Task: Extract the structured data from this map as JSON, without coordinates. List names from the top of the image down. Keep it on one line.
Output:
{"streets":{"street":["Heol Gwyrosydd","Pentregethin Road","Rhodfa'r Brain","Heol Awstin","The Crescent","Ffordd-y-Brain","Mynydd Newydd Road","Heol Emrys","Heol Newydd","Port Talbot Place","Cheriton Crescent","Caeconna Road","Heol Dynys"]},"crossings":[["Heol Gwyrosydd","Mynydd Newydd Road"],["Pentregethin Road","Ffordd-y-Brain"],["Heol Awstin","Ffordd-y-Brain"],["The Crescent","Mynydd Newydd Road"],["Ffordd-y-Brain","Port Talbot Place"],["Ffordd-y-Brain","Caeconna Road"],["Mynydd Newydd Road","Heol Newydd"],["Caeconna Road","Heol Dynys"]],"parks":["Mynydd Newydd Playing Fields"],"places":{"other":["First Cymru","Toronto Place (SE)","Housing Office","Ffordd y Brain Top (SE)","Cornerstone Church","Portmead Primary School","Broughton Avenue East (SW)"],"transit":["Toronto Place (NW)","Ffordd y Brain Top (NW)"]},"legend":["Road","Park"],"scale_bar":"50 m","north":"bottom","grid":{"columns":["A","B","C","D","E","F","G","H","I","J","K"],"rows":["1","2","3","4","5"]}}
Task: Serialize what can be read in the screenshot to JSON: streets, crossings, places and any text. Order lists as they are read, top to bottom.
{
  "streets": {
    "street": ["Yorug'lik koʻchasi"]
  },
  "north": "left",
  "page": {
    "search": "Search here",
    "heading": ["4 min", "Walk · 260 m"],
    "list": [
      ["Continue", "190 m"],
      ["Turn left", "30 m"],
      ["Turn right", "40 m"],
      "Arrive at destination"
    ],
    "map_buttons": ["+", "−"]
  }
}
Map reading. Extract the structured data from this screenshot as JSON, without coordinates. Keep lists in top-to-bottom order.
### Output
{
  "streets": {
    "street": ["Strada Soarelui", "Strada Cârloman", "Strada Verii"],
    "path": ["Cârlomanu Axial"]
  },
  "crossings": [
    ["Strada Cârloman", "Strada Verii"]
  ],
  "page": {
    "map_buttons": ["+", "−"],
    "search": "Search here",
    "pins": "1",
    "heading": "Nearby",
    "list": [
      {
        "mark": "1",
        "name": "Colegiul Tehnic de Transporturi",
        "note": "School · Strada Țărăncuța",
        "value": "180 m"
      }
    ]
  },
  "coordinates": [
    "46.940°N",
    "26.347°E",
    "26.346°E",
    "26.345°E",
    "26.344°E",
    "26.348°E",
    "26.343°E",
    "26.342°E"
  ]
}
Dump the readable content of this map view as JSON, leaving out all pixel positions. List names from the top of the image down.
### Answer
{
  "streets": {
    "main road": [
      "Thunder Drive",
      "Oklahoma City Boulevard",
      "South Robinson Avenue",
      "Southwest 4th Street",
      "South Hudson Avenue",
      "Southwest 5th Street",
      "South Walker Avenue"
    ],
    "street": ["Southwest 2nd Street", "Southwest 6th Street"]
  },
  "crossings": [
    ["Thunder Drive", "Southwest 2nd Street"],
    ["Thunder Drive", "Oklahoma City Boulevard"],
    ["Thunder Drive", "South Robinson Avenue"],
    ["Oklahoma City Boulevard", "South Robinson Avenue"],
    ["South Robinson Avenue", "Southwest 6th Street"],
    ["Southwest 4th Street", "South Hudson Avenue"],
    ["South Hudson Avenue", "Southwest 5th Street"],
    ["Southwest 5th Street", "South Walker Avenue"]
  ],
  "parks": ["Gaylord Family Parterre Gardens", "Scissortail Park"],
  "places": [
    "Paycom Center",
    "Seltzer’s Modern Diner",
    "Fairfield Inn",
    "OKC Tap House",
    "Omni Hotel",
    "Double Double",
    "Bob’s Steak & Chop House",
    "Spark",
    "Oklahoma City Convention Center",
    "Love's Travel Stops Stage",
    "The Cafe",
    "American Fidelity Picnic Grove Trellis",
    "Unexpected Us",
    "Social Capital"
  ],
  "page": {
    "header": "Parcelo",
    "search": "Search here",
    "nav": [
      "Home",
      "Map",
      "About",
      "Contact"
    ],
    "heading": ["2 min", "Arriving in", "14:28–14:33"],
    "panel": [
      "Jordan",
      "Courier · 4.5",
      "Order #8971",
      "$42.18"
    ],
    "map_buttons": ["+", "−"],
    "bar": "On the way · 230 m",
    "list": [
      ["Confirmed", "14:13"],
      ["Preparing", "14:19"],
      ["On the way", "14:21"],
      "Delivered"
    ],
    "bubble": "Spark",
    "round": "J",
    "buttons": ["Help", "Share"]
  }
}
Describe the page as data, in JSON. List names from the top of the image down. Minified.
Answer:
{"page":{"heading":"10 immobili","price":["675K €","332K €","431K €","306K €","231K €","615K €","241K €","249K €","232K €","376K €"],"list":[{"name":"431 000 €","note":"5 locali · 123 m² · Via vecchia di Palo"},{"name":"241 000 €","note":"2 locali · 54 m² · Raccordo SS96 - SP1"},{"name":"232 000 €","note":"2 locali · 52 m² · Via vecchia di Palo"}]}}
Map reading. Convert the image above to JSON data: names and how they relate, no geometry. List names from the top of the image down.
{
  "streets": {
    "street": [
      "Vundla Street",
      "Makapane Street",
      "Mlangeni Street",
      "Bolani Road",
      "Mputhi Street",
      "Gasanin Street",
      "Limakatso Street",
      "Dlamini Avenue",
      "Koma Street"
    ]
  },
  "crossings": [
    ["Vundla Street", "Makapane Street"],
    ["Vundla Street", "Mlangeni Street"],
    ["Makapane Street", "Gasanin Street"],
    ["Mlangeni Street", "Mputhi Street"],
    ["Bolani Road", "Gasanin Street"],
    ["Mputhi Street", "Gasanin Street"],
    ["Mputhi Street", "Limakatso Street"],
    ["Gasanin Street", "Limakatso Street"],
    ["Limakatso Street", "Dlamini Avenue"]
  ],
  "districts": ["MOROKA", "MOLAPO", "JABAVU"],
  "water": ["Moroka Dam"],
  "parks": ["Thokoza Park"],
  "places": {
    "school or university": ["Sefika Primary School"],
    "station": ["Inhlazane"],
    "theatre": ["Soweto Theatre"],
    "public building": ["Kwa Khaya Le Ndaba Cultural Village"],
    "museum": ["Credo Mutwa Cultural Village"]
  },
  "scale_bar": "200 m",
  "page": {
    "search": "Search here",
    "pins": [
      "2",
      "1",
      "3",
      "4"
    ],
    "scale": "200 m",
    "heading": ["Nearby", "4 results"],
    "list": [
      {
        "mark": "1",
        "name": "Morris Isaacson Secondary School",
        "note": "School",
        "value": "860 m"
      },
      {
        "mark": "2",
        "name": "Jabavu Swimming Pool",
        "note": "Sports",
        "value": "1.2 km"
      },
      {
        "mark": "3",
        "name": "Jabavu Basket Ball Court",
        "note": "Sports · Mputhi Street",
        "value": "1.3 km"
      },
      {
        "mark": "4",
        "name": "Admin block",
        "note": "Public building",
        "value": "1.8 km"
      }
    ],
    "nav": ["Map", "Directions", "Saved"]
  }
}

### [Task instructions]
Repeat every line of the material exactly.

### [Solution]
Task: Extract the structured data from this map as JSON, without coordinates. List names from the top of the image down. Keep it on one line.
Output:
{"streets":{"street":["Heol Gwyrosydd","Pentregethin Road","Rhodfa'r Brain","Heol Awstin","The Crescent","Ffordd-y-Brain","Mynydd Newydd Road","Heol Emrys","Heol Newydd","Port Talbot Place","Cheriton Crescent","Caeconna Road","Heol Dynys"]},"crossings":[["Heol Gwyrosydd","Mynydd Newydd Road"],["Pentregethin Road","Ffordd-y-Brain"],["Heol Awstin","Ffordd-y-Brain"],["The Crescent","Mynydd Newydd Road"],["Ffordd-y-Brain","Port Talbot Place"],["Ffordd-y-Brain","Caeconna Road"],["Mynydd Newydd Road","Heol Newydd"],["Caeconna Road","Heol Dynys"]],"parks":["Mynydd Newydd Playing Fields"],"places":{"other":["First Cymru","Toronto Place (SE)","Housing Office","Ffordd y Brain Top (SE)","Cornerstone Church","Portmead Primary School","Broughton Avenue East (SW)"],"transit":["Toronto Place (NW)","Ffordd y Brain Top (NW)"]},"legend":["Road","Park"],"scale_bar":"50 m","north":"bottom","grid":{"columns":["A","B","C","D","E","F","G","H","I","J","K"],"rows":["1","2","3","4","5"]}}
Task: Serialize what can be read in the screenshot to JSON: streets, crossings, places and any text. Order lists as they are read, top to bottom.
{
  "streets": {
    "street": ["Yorug'lik koʻchasi"]
  },
  "north": "left",
  "page": {
    "search": "Search here",
    "heading": ["4 min", "Walk · 260 m"],
    "list": [
      ["Continue", "190 m"],
      ["Turn left", "30 m"],
      ["Turn right", "40 m"],
      "Arrive at destination"
    ],
    "map_buttons": ["+", "−"]
  }
}
Map reading. Extract the structured data from this screenshot as JSON, without coordinates. Keep lists in top-to-bottom order.
### Output
{
  "streets": {
    "street": ["Strada Soarelui", "Strada Cârloman", "Strada Verii"],
    "path": ["Cârlomanu Axial"]
  },
  "crossings": [
    ["Strada Cârloman", "Strada Verii"]
  ],
  "page": {
    "map_buttons": ["+", "−"],
    "search": "Search here",
    "pins": "1",
    "heading": "Nearby",
    "list": [
      {
        "mark": "1",
        "name": "Colegiul Tehnic de Transporturi",
        "note": "School · Strada Țărăncuța",
        "value": "180 m"
      }
    ]
  },
  "coordinates": [
    "46.940°N",
    "26.347°E",
    "26.346°E",
    "26.345°E",
    "26.344°E",
    "26.348°E",
    "26.343°E",
    "26.342°E"
  ]
}
Dump the readable content of this map view as JSON, leaving out all pixel positions. List names from the top of the image down.
### Answer
{
  "streets": {
    "main road": [
      "Thunder Drive",
      "Oklahoma City Boulevard",
      "South Robinson Avenue",
      "Southwest 4th Street",
      "South Hudson Avenue",
      "Southwest 5th Street",
      "South Walker Avenue"
    ],
    "street": ["Southwest 2nd Street", "Southwest 6th Street"]
  },
  "crossings": [
    ["Thunder Drive", "Southwest 2nd Street"],
    ["Thunder Drive", "Oklahoma City Boulevard"],
    ["Thunder Drive", "South Robinson Avenue"],
    ["Oklahoma City Boulevard", "South Robinson Avenue"],
    ["South Robinson Avenue", "Southwest 6th Street"],
    ["Southwest 4th Street", "South Hudson Avenue"],
    ["South Hudson Avenue", "Southwest 5th Street"],
    ["Southwest 5th Street", "South Walker Avenue"]
  ],
  "parks": ["Gaylord Family Parterre Gardens", "Scissortail Park"],
  "places": [
    "Paycom Center",
    "Seltzer’s Modern Diner",
    "Fairfield Inn",
    "OKC Tap House",
    "Omni Hotel",
    "Double Double",
    "Bob’s Steak & Chop House",
    "Spark",
    "Oklahoma City Convention Center",
    "Love's Travel Stops Stage",
    "The Cafe",
    "American Fidelity Picnic Grove Trellis",
    "Unexpected Us",
    "Social Capital"
  ],
  "page": {
    "header": "Parcelo",
    "search": "Search here",
    "nav": [
      "Home",
      "Map",
      "About",
      "Contact"
    ],
    "heading": ["2 min", "Arriving in", "14:28–14:33"],
    "panel": [
      "Jordan",
      "Courier · 4.5",
      "Order #8971",
      "$42.18"
    ],
    "map_buttons": ["+", "−"],
    "bar": "On the way · 230 m",
    "list": [
      ["Confirmed", "14:13"],
      ["Preparing", "14:19"],
      ["On the way", "14:21"],
      "Delivered"
    ],
    "bubble": "Spark",
    "round": "J",
    "buttons": ["Help", "Share"]
  }
}
Describe the page as data, in JSON. List names from the top of the image down. Minified.
Answer:
{"page":{"heading":"10 immobili","price":["675K €","332K €","431K €","306K €","231K €","615K €","241K €","249K €","232K €","376K €"],"list":[{"name":"431 000 €","note":"5 locali · 123 m² · Via vecchia di Palo"},{"name":"241 000 €","note":"2 locali · 54 m² · Raccordo SS96 - SP1"},{"name":"232 000 €","note":"2 locali · 52 m² · Via vecchia di Palo"}]}}
Map reading. Convert the image above to JSON data: names and how they relate, no geometry. List names from the top of the image down.
{
  "streets": {
    "street": [
      "Vundla Street",
      "Makapane Street",
      "Mlangeni Street",
      "Bolani Road",
      "Mputhi Street",
      "Gasanin Street",
      "Limakatso Street",
      "Dlamini Avenue",
      "Koma Street"
    ]
  },
  "crossings": [
    ["Vundla Street", "Makapane Street"],
    ["Vundla Street", "Mlangeni Street"],
    ["Makapane Street", "Gasanin Street"],
    ["Mlangeni Street", "Mputhi Street"],
    ["Bolani Road", "Gasanin Street"],
    ["Mputhi Street", "Gasanin Street"],
    ["Mputhi Street", "Limakatso Street"],
    ["Gasanin Street", "Limakatso Street"],
    ["Limakatso Street", "Dlamini Avenue"]
  ],
  "districts": ["MOROKA", "MOLAPO", "JABAVU"],
  "water": ["Moroka Dam"],
  "parks": ["Thokoza Park"],
  "places": {
    "school or university": ["Sefika Primary School"],
    "station": ["Inhlazane"],
    "theatre": ["Soweto Theatre"],
    "public building": ["Kwa Khaya Le Ndaba Cultural Village"],
    "museum": ["Credo Mutwa Cultural Village"]
  },
  "scale_bar": "200 m",
  "page": {
    "search": "Search here",
    "pins": [
      "2",
      "1",
      "3",
      "4"
    ],
    "scale": "200 m",
    "heading": ["Nearby", "4 results"],
    "list": [
      {
        "mark": "1",
        "name": "Morris Isaacson Secondary School",
        "note": "School",
        "value": "860 m"
      },
      {
        "mark": "2",
        "name": "Jabavu Swimming Pool",
        "note": "Sports",
        "value": "1.2 km"
      },
      {
        "mark": "3",
        "name": "Jabavu Basket Ball Court",
        "note": "Sports · Mputhi Street",
        "value": "1.3 km"
      },
      {
        "mark": "4",
        "name": "Admin block",
        "note": "Public building",
        "value": "1.8 km"
      }
    ],
    "nav": ["Map", "Directions", "Saved"]
  }
}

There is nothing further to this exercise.